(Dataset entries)
----

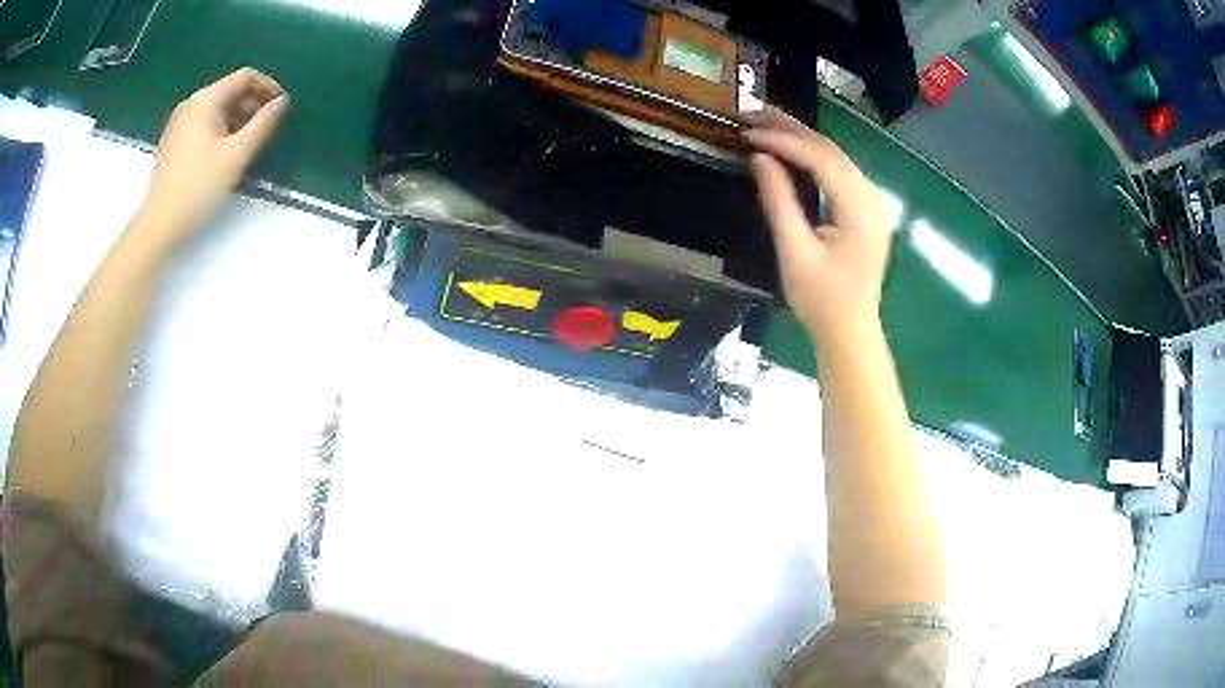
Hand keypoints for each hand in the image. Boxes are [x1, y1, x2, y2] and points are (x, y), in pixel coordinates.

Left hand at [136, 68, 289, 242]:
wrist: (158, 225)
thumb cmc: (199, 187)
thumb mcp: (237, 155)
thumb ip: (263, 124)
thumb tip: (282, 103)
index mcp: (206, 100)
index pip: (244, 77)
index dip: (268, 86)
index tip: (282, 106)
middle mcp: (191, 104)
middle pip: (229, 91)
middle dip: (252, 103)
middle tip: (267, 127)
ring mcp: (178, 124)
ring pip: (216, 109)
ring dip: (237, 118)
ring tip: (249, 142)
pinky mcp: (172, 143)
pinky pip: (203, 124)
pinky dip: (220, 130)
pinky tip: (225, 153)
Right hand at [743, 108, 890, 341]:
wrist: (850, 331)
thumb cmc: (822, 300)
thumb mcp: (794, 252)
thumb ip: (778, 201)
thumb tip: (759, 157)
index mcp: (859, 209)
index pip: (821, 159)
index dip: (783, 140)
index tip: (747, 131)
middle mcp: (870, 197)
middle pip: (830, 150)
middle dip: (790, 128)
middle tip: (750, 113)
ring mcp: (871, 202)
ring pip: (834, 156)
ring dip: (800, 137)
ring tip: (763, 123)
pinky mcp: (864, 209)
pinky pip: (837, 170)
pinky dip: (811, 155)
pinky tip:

----

• TASK TO CARRY OUT: Scan the data above for the string "thumb" and copy each line where it appears.

• ANSWER BOX:
thumb cmc: (199, 187)
thumb mcp: (237, 155)
thumb ip: (263, 124)
thumb tip: (282, 103)
thumb cmc: (822, 300)
thumb mcp: (794, 252)
thumb ip: (778, 201)
thumb tip: (759, 157)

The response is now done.